The WhirrServicesTest under platforms/karaf/itests does exactly this:

Inside a vanilla Karaf instance it registers the a descriptor which defines the 
artifacts required for running whirr & its services (split in logical groups: 
whirr, whirr-zookeeper, whirr-hadoop etc). Then it installs to the container 
one by one and makes sure that whirr can discover and use any of the services.

This can be applied to any OSGi environment and not just Karaf.

Now, lets think outside OSGi. There are two things needed. The first is 
dependency resolution and the second is dynamic registration.

Dependency resolution: Even with the use of a tool like Aether or Ivy (I am 
only a bit familiar with the first) no one can guarantee that the resolution 
will succeed as it will require that the maven metadata reflect 100% the 
runtime requirements (its not always the case) and of course that can't prevent 
conflicts (maybe isolation will help here).

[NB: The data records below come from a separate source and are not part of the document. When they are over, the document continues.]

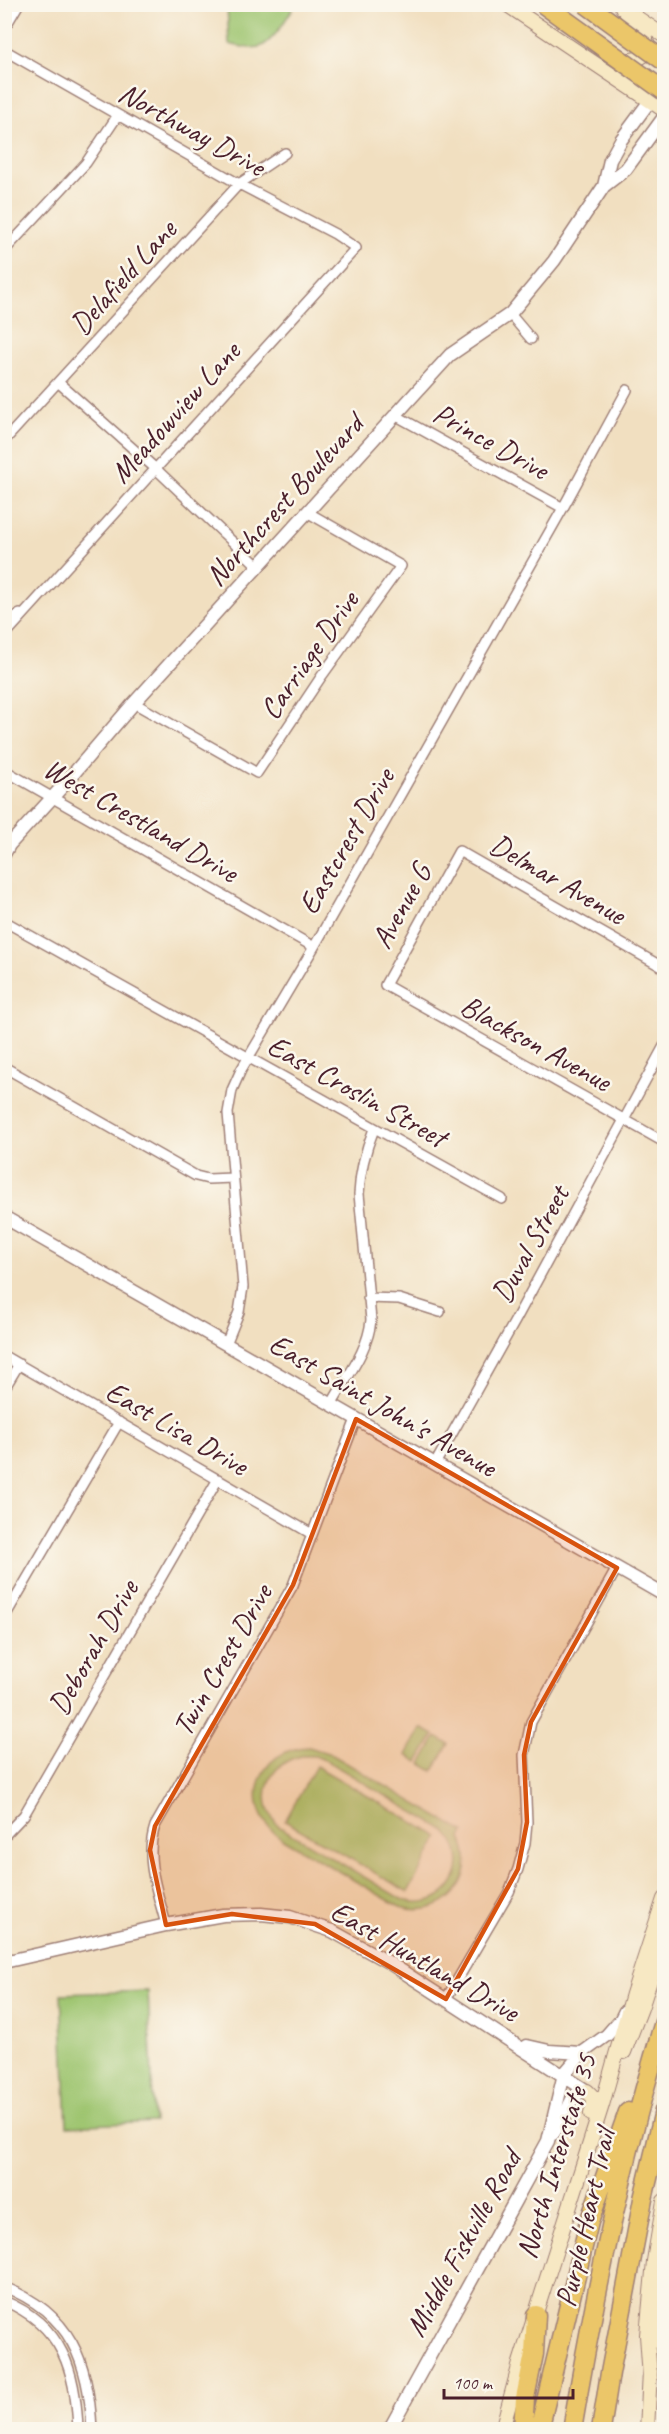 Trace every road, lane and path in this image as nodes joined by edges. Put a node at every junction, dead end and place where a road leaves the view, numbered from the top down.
1 (17, 4) edge
2 (506, 4) edge
3 (543, 4) edge
4 (586, 4) edge
5 (620, 6) edge
6 (4, 26) edge
7 (664, 36) edge
8 (4, 50) edge
9 (583, 55) junction
10 (664, 61) edge
11 (664, 84) edge
12 (658, 95) edge
13 (664, 110) edge
14 (118, 115) junction
15 (664, 117) edge
16 (285, 153) dead end
17 (240, 184) junction
18 (604, 186) junction
19 (356, 248) joint
20 (4, 251) edge
21 (510, 314) junction
22 (531, 339) dead end
23 (59, 383) junction
24 (627, 390) dead end
25 (395, 415) junction
26 (4, 441) edge
27 (156, 469) junction
28 (563, 508) junction
29 (306, 512) junction
30 (258, 567) junction
31 (31, 607) junction
32 (4, 623) edge
33 (4, 636) edge
34 (134, 703) junction
35 (4, 770) edge
36 (53, 797) junction
37 (459, 850) joint
38 (4, 854) edge
39 (4, 921) edge
40 (314, 947) junction
41 (664, 968) edge
42 (385, 985) joint
43 (664, 1046) edge
44 (249, 1058) junction
45 (4, 1067) edge
46 (625, 1120) junction
47 (374, 1129) junction
48 (664, 1142) edge
49 (233, 1178) junction
50 (502, 1199) dead end
51 (4, 1217) edge
52 (368, 1298) junction
53 (440, 1312) dead end
54 (226, 1344) junction
55 (4, 1356) edge
56 (19, 1364) junction
57 (4, 1389) edge
58 (331, 1405) junction
59 (356, 1419) junction
60 (118, 1422) junction
61 (435, 1464) junction
62 (218, 1479) junction
63 (312, 1534) junction
64 (617, 1568) junction
65 (664, 1595) edge
66 (4, 1618) edge
67 (4, 1836) edge
68 (664, 1899) edge
69 (166, 1925) junction
70 (664, 1938) edge
71 (4, 1962) edge
72 (633, 1994) junction
73 (446, 1999) junction
74 (664, 2022) edge
75 (515, 2043) junction
76 (657, 2047) junction
77 (582, 2053) junction
78 (564, 2074) junction
79 (587, 2091) junction
80 (602, 2105) junction
81 (664, 2111) edge
82 (548, 2141) junction
83 (664, 2201) edge
84 (664, 2283) edge
85 (4, 2286) edge
86 (4, 2301) edge
87 (536, 2315) junction
88 (64, 2329) junction
89 (52, 2337) junction
90 (552, 2378) junction
91 (650, 2378) junction
92 (77, 2406) junction
93 (91, 2406) junction
94 (78, 2430) edge
95 (92, 2430) edge
96 (389, 2430) edge
97 (497, 2430) edge
98 (502, 2430) edge
99 (524, 2430) edge
100 (539, 2430) edge
101 (545, 2430) edge
102 (572, 2430) edge
103 (601, 2430) edge
104 (647, 2430) edge

1 - 6 street
2 - 9 main road
3 - 12 highway, bridge
4 - 10 highway, bridge
5 - 7 main road
5 - 9 main road
8 - 14 street, Northway Drive
9 - 12 main road
11 - 12 street, Northcrest Boulevard
12 - 13 main road
12 - 18 street, Northcrest Boulevard
14 - 17 street, Northway Drive
14 - 20 street
15 - 18 street, Northcrest Boulevard
16 - 17 street, Delafield Lane
17 - 19 street, Northway Drive
17 - 23 street, Delafield Lane
18 - 21 street, Northcrest Boulevard
19 - 27 street, Meadowview Lane
21 - 22 street
21 - 25 street, Northcrest Boulevard
23 - 26 street, Delafield Lane
23 - 27 street
24 - 28 street, Eastcrest Drive
25 - 28 street, Prince Drive
25 - 29 street, Northcrest Boulevard
27 - 30 street
27 - 31 street, Meadowview Lane
28 - 40 street, Eastcrest Drive
29 - 30 street, Northcrest Boulevard
29 - 34 street, Carriage Drive
30 - 34 street, Northcrest Boulevard
31 - 32 street, Meadowview Lane
31 - 33 street, Meadowview Lane
34 - 36 street, Northcrest Boulevard
35 - 36 street, West Crestland Drive
36 - 38 street, Northcrest Boulevard
36 - 40 street, West Crestland Drive
37 - 41 street, Delmar Avenue
37 - 42 street, Avenue G
39 - 44 street, East Croslin Street
40 - 44 street, Eastcrest Drive
42 - 46 street, Blackson Avenue
43 - 46 street, Duval Street
44 - 47 street, East Croslin Street
44 - 49 street, Eastcrest Drive
45 - 49 street
46 - 48 street, Blackson Avenue
46 - 61 street, Duval Street
47 - 50 street, East Croslin Street
47 - 52 street
49 - 54 street, Eastcrest Drive
51 - 54 street, East Saint John's Avenue
52 - 53 street
52 - 58 street
54 - 58 street, East Saint John's Avenue
55 - 56 street, East Lisa Drive
56 - 57 street
56 - 60 street, East Lisa Drive
58 - 59 street, East Saint John's Avenue
59 - 61 street, East Saint John's Avenue
59 - 63 street, Twin Crest Drive
60 - 62 street, East Lisa Drive
60 - 66 street
61 - 64 street, East Saint John's Avenue
62 - 63 street, East Lisa Drive
62 - 67 street, Deborah Drive
63 - 69 street, Twin Crest Drive
64 - 65 street, East Saint John's Avenue
64 - 73 street
68 - 72 main road, North Interstate 35
69 - 71 street, East Huntland Drive
69 - 73 street, East Huntland Drive
70 - 80 main road
72 - 77 street
72 - 80 main road, North Interstate 35
73 - 75 street, East Huntland Drive
74 - 76 highway, Purple Heart Trail
75 - 77 street
75 - 78 street, East Huntland Drive
76 - 90 highway
76 - 102 highway, Purple Heart Trail
77 - 78 street
78 - 79 street, East Huntland Drive
78 - 82 street, Middle Fiskville Road
79 - 82 street
79 - 97 main road
80 - 87 main road, North Interstate 35
81 - 103 highway, Purple Heart Trail
82 - 96 street, Middle Fiskville Road
83 - 91 main road
84 - 91 main road
85 - 88 street
86 - 89 street
87 - 98 main road, North Interstate 35
87 - 99 highway
88 - 89 street
88 - 93 street
89 - 92 street
90 - 100 highway
90 - 101 highway
91 - 104 main road
92 - 93 street
92 - 94 street
93 - 95 street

Dynamic Registration: Yes dropping jars to the lib will work and its a fine 
approach when you are dealing with the CLI. You can even add some commands for 
adding new services by referencing a descriptor or something. If we are talking 
about whirr as a library, which is going to be used inside a java application, 
container etc, then it gets a bit more complicated. I think that the SPI 
approach will have issues if the class is not in the class loader hierarchy and 
that could be a problem if you are loading services isolated. Maybe commons 
discovery & some TCCL can do the trick.

This is exactly why I love OSGi.

                
> Add Service Repository
> ----------------------
>
>                 Key: WHIRR-512
>                 URL: https://issues.apache.org/jira/browse/WHIRR-512
>             Project: Whirr
>          Issue Type: Improvement
>            Reporter: Grant Ingersoll
>            Priority: Minor
>
> Perhaps instead of constantly adding services to Whirr, we should simply have 
> a mechanism that allows people to publish them to a repository (such as 
> Maven's repo -- note, this doesn't require people to use maven, but it does 
> provide a place to publish) and then in Whirr, you can just say "go get this 
> service from this repository" instead of the project itself constantly adding 
> services and maintaining more and more "one-off" services code.
> Not sure if this is a dupe, but a quick search didn't reveal it.